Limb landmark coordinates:
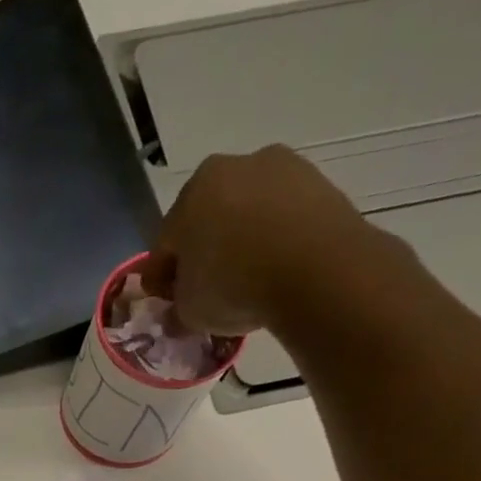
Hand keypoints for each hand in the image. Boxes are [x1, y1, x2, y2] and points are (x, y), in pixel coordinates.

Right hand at [141, 145, 380, 334]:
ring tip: (245, 285)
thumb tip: (177, 313)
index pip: (165, 242)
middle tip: (205, 293)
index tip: (166, 303)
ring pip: (247, 216)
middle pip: (207, 220)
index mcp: (191, 192)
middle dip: (203, 254)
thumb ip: (176, 307)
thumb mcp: (188, 311)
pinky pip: (282, 219)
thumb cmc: (233, 285)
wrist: (316, 270)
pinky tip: (274, 273)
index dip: (162, 277)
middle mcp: (234, 167)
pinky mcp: (319, 183)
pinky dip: (274, 242)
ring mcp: (281, 169)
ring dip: (240, 245)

Your goal - Take every line above where "pinky" appears and copy it.

Solution below -
pinky pip: (282, 219)
pinky tip: (274, 273)
pinky mcp: (319, 183)
pinky dip: (274, 242)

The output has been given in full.